*Exercise prompt*
Scan the data below and pick out the lines containing the word "primary".

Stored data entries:
BEGIN
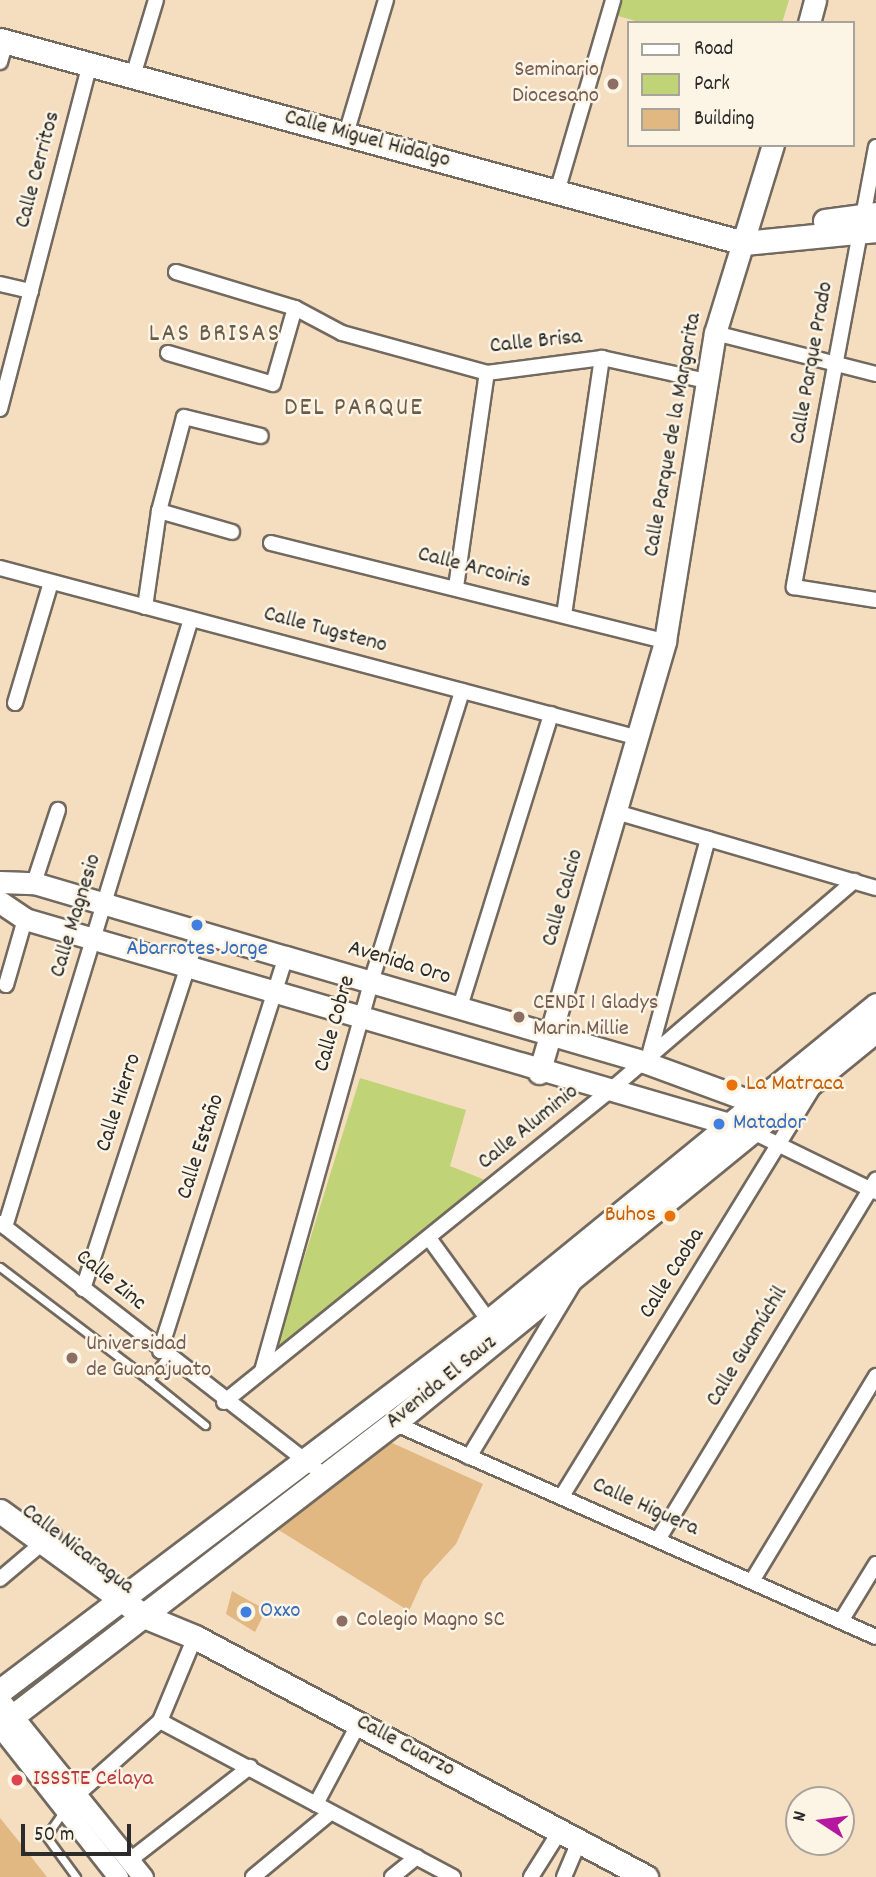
<!DOCTYPE html>
<meta charset="utf-8">
<style>
body{margin:0}
#map{position:relative;width:876px;height:1877px;overflow:hidden;background:#f5ddc0;font-family:Dekko,sans-serif}
div>[style]{position:absolute}
.green>*{inset:0;background:#c0d477}
.building>*{inset:0;background:#e1b782}
.roads{filter:drop-shadow(2px 0 #72695f) drop-shadow(-2px 0 #72695f) drop-shadow(0 2px #72695f) drop-shadow(0 -2px #72695f)}
.service>*{height:7px;margin:-3.5px;padding:0 3.5px;transform-origin:3.5px;border-radius:3.5px;background:#fff}
.minor>*{height:14px;margin:-7px;padding:0 7px;transform-origin:7px;border-radius:7px;background:#fff}
.tertiary>*{height:19px;margin:-9.5px;padding:0 9.5px;transform-origin:9.5px;border-radius:9.5px;background:#fff}
.secondary>*{height:21px;margin:-10.5px;padding:0 10.5px;transform-origin:10.5px;border-radius:10.5px;background:#fff}
.primary>*{height:23px;margin:-11.5px;padding:0 11.5px;transform-origin:11.5px;border-radius:11.5px;background:#fff}
.dots>*{width:19px;height:19px;translate:-50% -50%;box-sizing:border-box;border:4px solid #fcf5e5;border-radius:50%}
span{translate:-50% -50%;white-space:nowrap;text-align:center;line-height:1.15;-webkit-text-stroke:5px #fcf5e5;paint-order:stroke}
.education-label{font-size:23px;color:#785e54}
.right{translate:-100% -50%;text-align:right}
.left{translate:0 -50%;text-align:left}
.street-label{font-size:23px;color:#2b2b2b}
.shop-label{font-size:23px;color:#366cbe}
.food-label{font-size:23px;color:#c56008}
.health-label{font-size:23px;color:#be3a42}
.quarter-label{font-size:26px;color:#6b5c49;letter-spacing:2px}
.legend{position:absolute;left:627px;top:21px;width:228px;height:126px;box-sizing:border-box;background:#fcf5e5;border:2px solid #a8a49b;margin:0;padding:9px 12px;list-style:none;font-size:21px;color:#2b2b2b}
.legend li{display:flex;align-items:center;gap:14px;height:35px}
.legend b{width:35px;border:2px solid #a8a49b}
.north{position:absolute;left:785px;top:1786px;width:70px;height:70px;box-sizing:border-box;background:#fcf5e5;border:2px solid #a8a49b;border-radius:50%;rotate:283deg;font-size:19px;font-weight:700;line-height:28px;text-align:center;color:#2b2b2b}
.north::after{content:'';display:block;margin:auto;width:24px;height:32px;background:#b5179e;clip-path:polygon(50% 0,100% 100%,50% 72%,0 100%)}
.scale{position:absolute;left:21px;top:1824px;width:110px;height:32px;box-sizing:border-box;border:4px solid #2b2b2b;border-top:0;padding-left:9px;font-size:21px;line-height:24px;white-space:nowrap;color:#2b2b2b;-webkit-text-stroke:5px #fcf5e5;paint-order:stroke}
</style>
<div id="map">
<div class="green">
<i style="clip-path:polygon(622px 0,789px 0,782px 23px,643px 23px,618px 16px)"></i>
<i style="clip-path:polygon(360px 1078px,466px 1110px,450px 1166px,485px 1180px,272px 1362px)"></i>
</div>
<div class="building">
<i style="clip-path:polygon(390px 1442px,483px 1484px,456px 1544px,423px 1580px,409px 1611px,277px 1529px)"></i>
<i style="clip-path:polygon(232px 1591px,266px 1610px,255px 1632px,226px 1614px)"></i>
<i style="clip-path:polygon(0 1818px,21px 1844px,47px 1877px,0 1877px)"></i>
</div>
<div class="roads">
<div class="service">
<i style="left:0;top:1267px;width:187px;rotate:37.2deg"></i>
<i style="left:149px;top:1380px;width:30px;rotate:-53deg"></i>
<i style="left:149px;top:1380px;width:72px;rotate:38.8deg"></i>
<i style="left:63px;top:1812px;width:29px;rotate:125deg"></i>
<i style="left:46px;top:1836px;width:51px;rotate:53.8deg"></i>
</div>
<div class="minor">
<i style="left:0;top:62px;width:22px;rotate:-74deg"></i>
<i style="left:133px;top:76px;width:79px;rotate:-73.2deg"></i>
<i style="left:346px;top:134px;width:140px;rotate:-73.4deg"></i>
<i style="left:876px;top:147px;width:448px;rotate:100.6deg"></i>
<i style="left:794px;top:587px;width:83px;rotate:9deg"></i>
<i style="left:557px;top:192px;width:200px;rotate:-73.7deg"></i>
<i style="left:176px;top:272px;width:124px;rotate:16.8deg"></i>
<i style="left:295px;top:308px;width:53px;rotate:28deg"></i>
<i style="left:342px;top:333px;width:150px;rotate:15.4deg"></i>
<i style="left:487px;top:373px;width:116px;rotate:-7.4deg"></i>
<i style="left:602px;top:358px;width:107px;rotate:12.4deg"></i>
<i style="left:0;top:284px;width:32px;rotate:13deg"></i>
<i style="left:715px;top:333px;width:166px;rotate:14.3deg"></i>
<i style="left:168px;top:353px;width:109px;rotate:16.4deg"></i>
<i style="left:273px;top:384px;width:79px;rotate:-73.9deg"></i>
<i style="left:0;top:409px;width:357px;rotate:-75.4deg"></i>
<i style="left:159px;top:511px;width:76px;rotate:16deg"></i>
<i style="left:271px;top:543px;width:406px;rotate:14deg"></i>
<i style="left:0;top:568px;width:661px;rotate:14.9deg"></i>
<i style="left:456px;top:587px;width:216px;rotate:-81.8deg"></i>
<i style="left:145px;top:607px;width:97px;rotate:-81.7deg"></i>
<i style="left:159px;top:511px;width:97px;rotate:-75.1deg"></i>
<i style="left:184px;top:417px;width:79px;rotate:13.9deg"></i>
<i style="left:564px;top:615px;width:260px;rotate:-81.6deg"></i>
<i style="left:15px;top:703px;width:126px;rotate:-73.4deg"></i>
<i style="left:616px;top:812px;width:271px;rotate:16.3deg"></i>
<i style="left:34px;top:883px;width:77px;rotate:-71.8deg"></i>
<i style="left:6px;top:985px;width:69px;rotate:-73.9deg"></i>
<i style="left:459px;top:1010px;width:310px;rotate:-72.7deg"></i>
<i style="left:650px;top:1052px;width:221px;rotate:-74.8deg"></i>
<i style="left:755px;top:1133px;width:135px;rotate:26deg"></i>
<i style="left:0;top:1223px;width:412px;rotate:37.9deg"></i>
<i style="left:5px;top:1227px;width:636px;rotate:-72.99deg"></i>
<i style="left:429px;top:1238px;width:102px;rotate:54.1deg"></i>
<i style="left:83px;top:1289px;width:375px;rotate:-72deg"></i>
<i style="left:160px;top:1351px;width:414px;rotate:-72.3deg"></i>
<i style="left:262px;top:1371px;width:404px;rotate:-74.3deg"></i>
<i style="left:371px;top:982px;width:305px;rotate:-72.6deg"></i>
<i style="left:224px;top:1402px;width:492px;rotate:-38.9deg"></i>
<i style="left:607px;top:1093px;width:326px;rotate:-40.6deg"></i>
<i style="left:394px;top:1423px;width:527px;rotate:23.94deg"></i>
<i style="left:469px;top:1457px;width:205px;rotate:-58.9deg"></i>
<i style="left:562px;top:1496px;width:478px;rotate:-58.4deg"></i>
<i style="left:659px;top:1538px;width:419px;rotate:-58.8deg"></i>
<i style="left:0;top:1579px;width:70px;rotate:-40.3deg"></i>
<i style="left:752px;top:1581px;width:240px;rotate:-58.8deg"></i>
<i style="left:841px;top:1621px;width:67px;rotate:-58.4deg"></i>
<i style="left:160px;top:1721px;width:332px;rotate:28deg"></i>
<i style="left:70px;top:1801px;width:120px;rotate:-41.6deg"></i>
<i style="left:160px;top:1721px;width:91px;rotate:-67.4deg"></i>
<i style="left:316px;top:1804px;width:92px;rotate:-62deg"></i>
<i style="left:130px;top:1860px;width:152px;rotate:-37.8deg"></i>
<i style="left:253px;top:1877px;width:100px;rotate:-39.7deg"></i>
<i style="left:392px;top:1877px;width:32px;rotate:-39deg"></i>
<i style="left:531px;top:1877px;width:54px;rotate:-57.8deg"></i>
<i style="left:564px;top:1877px;width:38px;rotate:-67deg"></i>
</div>
<div class="tertiary">
<i style="left:0;top:1700px;width:228px;rotate:51.1deg"></i>
<i style="left:0;top:1727px;width:191px;rotate:51.8deg"></i>
</div>
<div class="secondary">
<i style="left:809px;top:23px;width:24px;rotate:-75deg"></i>
<i style="left:0;top:882px;width:34px;rotate:2deg"></i>
<i style="left:34px;top:883px;width:263px;rotate:16.4deg"></i>
<i style="left:286px;top:957px;width:373px;rotate:16.3deg"></i>
<i style="left:644px;top:1062px;width:134px;rotate:20.1deg"></i>
<i style="left:0;top:902px;width:30px;rotate:34deg"></i>
<i style="left:25px;top:919px;width:748px;rotate:16.23deg"></i>
<i style="left:539px;top:1073px;width:450px;rotate:-73.7deg"></i>
<i style="left:665px;top:641px;width:312px;rotate:-80.8deg"></i>
<i style="left:715px;top:333px;width:197px;rotate:-72.9deg"></i>
</div>
<div class="primary">
<i style="left:0;top:40px;width:771px;rotate:15.26deg"></i>
<i style="left:744px;top:243px;width:133px;rotate:-5.6deg"></i>
<i style="left:825px;top:221px;width:51px;rotate:-7.8deg"></i>
<i style="left:0;top:1511px;width:178px;rotate:36.1deg"></i>
<i style="left:144px;top:1616px;width:55px;rotate:22.4deg"></i>
<i style="left:195px;top:1637px;width:511px;rotate:28.02deg"></i>
<i style="left:0;top:1691px;width:613px;rotate:-37.11deg"></i>
<i style="left:489px;top:1321px;width:500px;rotate:-39.2deg"></i>
<i style="left:0;top:1726px;width:497px;rotate:-37.6deg"></i>
<i style="left:394px;top:1423px;width:622px;rotate:-39.19deg"></i>
</div>
</div>
<div class="dots">
<i style="left:613px;top:84px;background:#8d6e63"></i>
<i style="left:197px;top:925px;background:#3f7fe0"></i>
<i style="left:519px;top:1017px;background:#8d6e63"></i>
<i style="left:732px;top:1085px;background:#e8710a"></i>
<i style="left:719px;top:1124px;background:#3f7fe0"></i>
<i style="left:670px;top:1216px;background:#e8710a"></i>
<i style="left:72px;top:1358px;background:#8d6e63"></i>
<i style="left:246px;top:1612px;background:#3f7fe0"></i>
<i style="left:342px;top:1621px;background:#8d6e63"></i>
<i style="left:17px;top:1780px;background:#e0444e"></i>
</div>
<div class="education-label">
<span class="right" style="left:599px;top:84px">Seminario<br>Diocesano</span>
<span class="left" style="left:533px;top:1017px">CENDI 1 Gladys<br>Marin Millie</span>
<span class="left" style="left:86px;top:1358px">Universidad<br>de Guanajuato</span>
<span class="left" style="left:356px;top:1621px">Colegio Magno SC</span>
</div>
<div class="street-label">
<span style="left:367px;top:140px;rotate:15deg">Calle Miguel Hidalgo</span>
<span style="left:39px;top:170px;rotate:-75deg">Calle Cerritos</span>
<span style="left:536px;top:343px;rotate:-6deg">Calle Brisa</span>
<span style="left:813px;top:363px;rotate:-80deg">Calle Parque Prado</span>
<span style="left:674px;top:435px;rotate:-80deg">Calle Parque de la Margarita</span>
<span style="left:474px;top:569px;rotate:14deg">Calle Arcoiris</span>
<span style="left:325px;top:631px;rotate:15deg">Calle Tugsteno</span>
<span style="left:564px;top:898px;rotate:-74deg">Calle Calcio</span>
<span style="left:77px;top:916px;rotate:-73deg">Calle Magnesio</span>
<span style="left:399px;top:964px;rotate:17deg">Avenida Oro</span>
<span style="left:336px;top:1024px;rotate:-74deg">Calle Cobre</span>
<span style="left:120px;top:1103px;rotate:-72deg">Calle Hierro</span>
<span style="left:529px;top:1128px;rotate:-39deg">Calle Aluminio</span>
<span style="left:202px;top:1147px;rotate:-72deg">Calle Estaño</span>
<span style="left:673px;top:1274px;rotate:-58deg">Calle Caoba</span>
<span style="left:110px;top:1281px;rotate:39deg">Calle Zinc</span>
<span style="left:748px;top:1347px;rotate:-59deg">Calle Guamúchil</span>
<span style="left:442px;top:1383px;rotate:-39deg">Avenida El Sauz</span>
<span style="left:645px;top:1508px;rotate:24deg">Calle Higuera</span>
<span style="left:77px;top:1550px;rotate:37deg">Calle Nicaragua</span>
<span style="left:405px;top:1747px;rotate:28deg">Calle Cuarzo</span>
</div>
<div class="shop-label">
<span style="left:197px;top:950px">Abarrotes Jorge</span>
<span class="left" style="left:733px;top:1124px">Matador</span>
<span class="left" style="left:260px;top:1612px">Oxxo</span>
</div>
<div class="food-label">
<span class="left" style="left:746px;top:1085px">La Matraca</span>
<span class="right" style="left:656px;top:1216px">Buhos</span>
</div>
<div class="health-label">
<span class="left" style="left:33px;top:1780px">ISSSTE Celaya</span>
</div>
<div class="quarter-label">
<span style="left:215px;top:335px">LAS BRISAS</span>
<span style="left:354px;top:409px">DEL PARQUE</span>
</div>
<ul class="legend">
<li><b style="height:9px;background:#fff"></b>Road</li>
<li><b style="height:19px;background:#c0d477"></b>Park</li>
<li><b style="height:19px;background:#e1b782"></b>Building</li>
</ul>
<div class="north">N</div>
<div class="scale">50 m</div>
</div>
END
*Output of the task*
.primary>*{height:23px;margin:-11.5px;padding:0 11.5px;transform-origin:11.5px;border-radius:11.5px;background:#fff}
<div class="primary">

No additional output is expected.